Hive SELECT statement to create an ARRAY of STRUCT

2020-03-06 03:30发布

问题:

I'm having trouble selecting into an ARRAY of STRUCTS in Hive.

My source table looks like this:

+-------------+--+
|    field    |
+-------------+--+
| id          |
| fieldid     |
| fieldlabel  |
| fieldtype   |
| answer_id   |
| unitname    |
+-------------+--+

This is survey data, where the id is the survey id, the four fields in the middle are response data, and the unitname is the the business unit that the survey pertains to.

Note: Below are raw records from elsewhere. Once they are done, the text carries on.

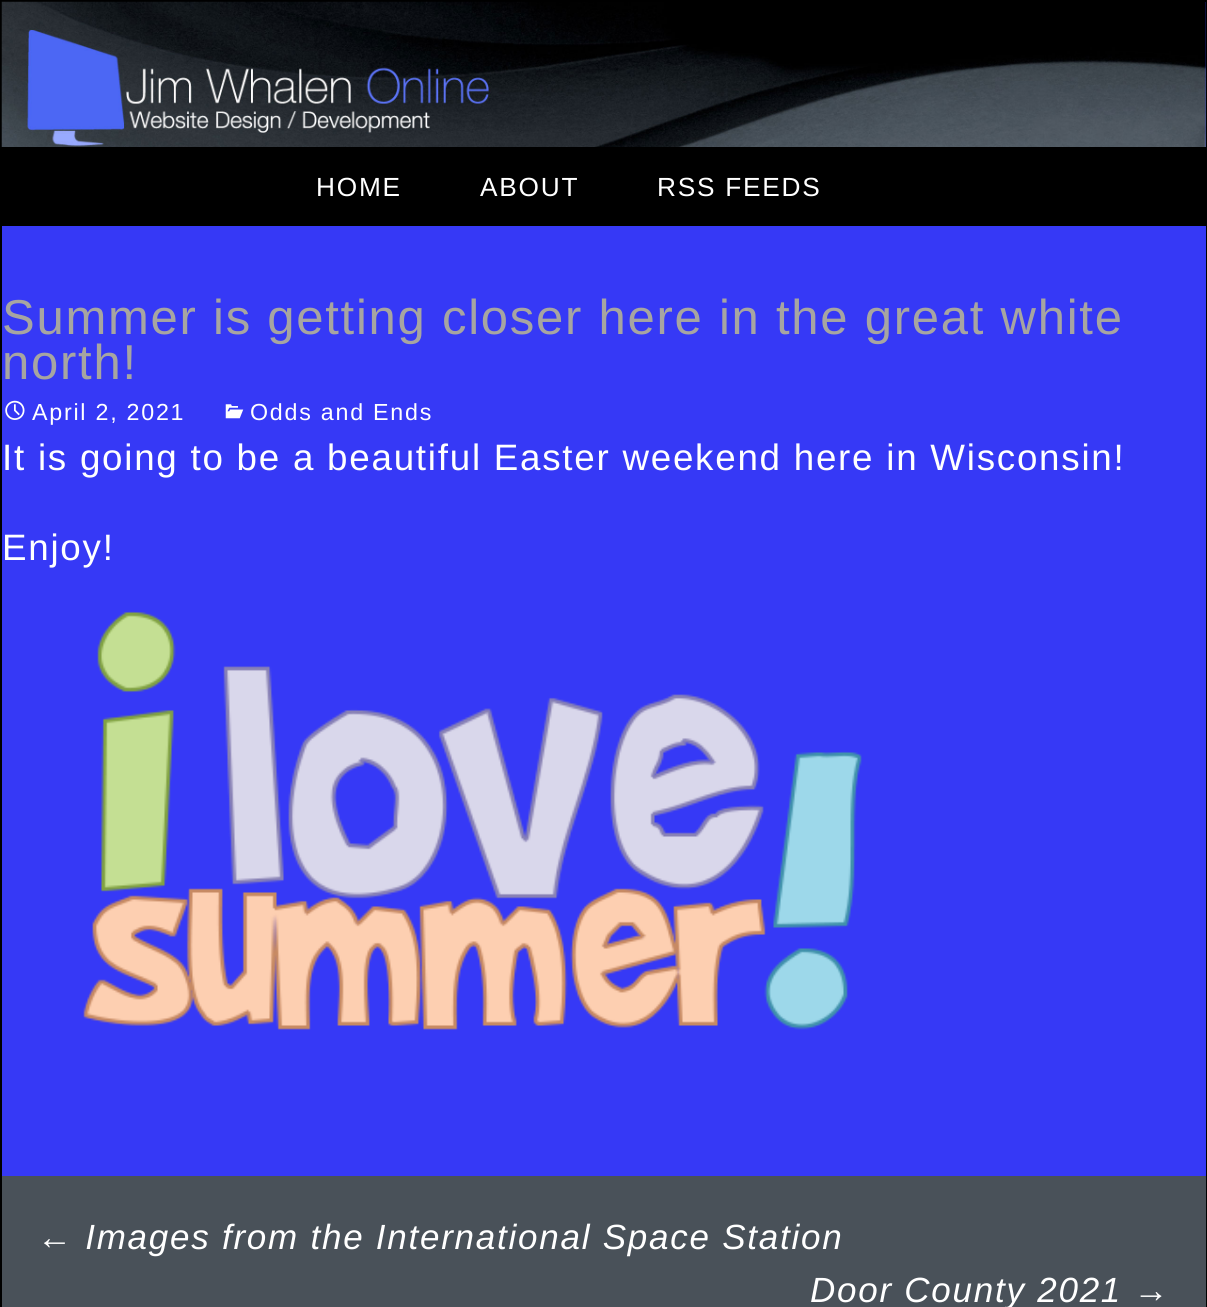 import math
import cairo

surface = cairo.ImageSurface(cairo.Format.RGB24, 1207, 1307)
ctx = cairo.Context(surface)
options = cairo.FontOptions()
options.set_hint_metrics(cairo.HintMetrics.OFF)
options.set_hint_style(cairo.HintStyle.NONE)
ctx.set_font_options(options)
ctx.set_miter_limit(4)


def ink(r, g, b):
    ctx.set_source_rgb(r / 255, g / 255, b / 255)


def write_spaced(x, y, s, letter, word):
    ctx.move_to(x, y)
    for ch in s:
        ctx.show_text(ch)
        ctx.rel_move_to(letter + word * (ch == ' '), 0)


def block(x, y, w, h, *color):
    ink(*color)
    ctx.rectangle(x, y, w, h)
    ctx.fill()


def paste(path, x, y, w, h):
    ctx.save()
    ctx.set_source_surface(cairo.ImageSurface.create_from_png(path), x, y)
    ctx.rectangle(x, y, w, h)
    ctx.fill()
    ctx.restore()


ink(0, 0, 0)
ctx.paint()
block(2, 2, 1204, 1174, 54, 57, 246)
paste("pic1.png", 1, 1, 1205, 146)
block(2, 147, 1204, 79, 0, 0, 0)
ctx.select_font_face("Liberation Sans")
ctx.set_font_size(26.25)
ink(255, 255, 255)
write_spaced(316, 196, "HOME", 1.75, 0)
write_spaced(480, 196, "ABOUT", 1.75, 0)
write_spaced(657, 196, "RSS FEEDS", 1.75, 0)
ctx.set_font_size(49)
ink(167, 165, 161)
write_spaced(2, 334, "Summer is getting closer here in the great white", 1.75, 0)
write_spaced(2, 379, "north!", 1.75, 0)
paste("pic2.png", 5, 400, 20, 20)
ctx.set_font_size(23.25)
ink(255, 255, 255)
write_spaced(32, 420, "April 2, 2021", 1.75, 0)
paste("pic3.png", 225, 404, 19, 15)
write_spaced(250, 420, "Odds and Ends", 1.75, 0)
ctx.set_font_size(36.75)
write_spaced(2, 470, "It is going to be a beautiful Easter weekend here in Wisconsin!", 1.75, 0)
write_spaced(2, 560, "Enjoy!", 1.75, 0)
paste("pic4.png", 83, 611, 779, 419)
block(2, 1176, 1204, 131, 73, 81, 89)
ctx.select_font_face("Liberation Sans", cairo.FontSlant.ITALIC)
ctx.set_font_size(35)
ink(255, 255, 255)
write_spaced(37, 1249, "← Images from the International Space Station", 1.75, 0)
write_spaced(810, 1302, "Door County 2021 →", 1.75, 0)
surface.write_to_png("screenshot.png")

I need to create an array of structs for all of the answers for each survey id. I thought this would work, but it doesn't:

select id, 
array( 
    named_struct(
        "field_id",
        fieldid,
        "field_label",
        fieldlabel,
        "field_type",
        fieldtype,
        "answer_id",
        answer_id,)) as answers,
unitname
from new_answers;

What that returns is each survey answer (field_id) as an array of one struct for that answer, like this:

id | answers | unitname
1 | [{"field_id":175877,"field_label":"Comment","field_type":"COMMENT","answer_id":8990947803}] | Location1
2 | [{"field_id":47824,"field_label":"Language","field_type":"MULTIPLE_CHOICE","answer_id":8990950069}] | Location2
2 | [{"field_id":48187,"field_label":"Language Type","field_type":"MULTIPLE_CHOICE","answer_id":8990950070}] | Location2
2 | [{"field_id":47829,"field_label":"Trans #","field_type":"TEXT","answer_id":8990950071}] | Location2

But what I need to get to is this:

id | answers | unitname    
1 | [{"field_id":175877,"field_label":"Comment","field_type":"COMMENT","answer_id":8990947803}] | Location1
2 | [{"field_id":47824,"field_label":"Language","field_type":"MULTIPLE_CHOICE","answer_id":8990950069},
   {"field_id":48187,"field_label":"Language Type","field_type":"MULTIPLE_CHOICE","answer_id":8990950070},
   {"field_id":47829,"field_label":"Trans #","field_type":"TEXT","answer_id":8990950071}] | Location2

I've searched and searched, but all the answers I'm finding seem to have to do with using INSERT INTO....VALUES() queries. I have a table structure already; I just can't get the ARRAY to ARRAY up the way it should.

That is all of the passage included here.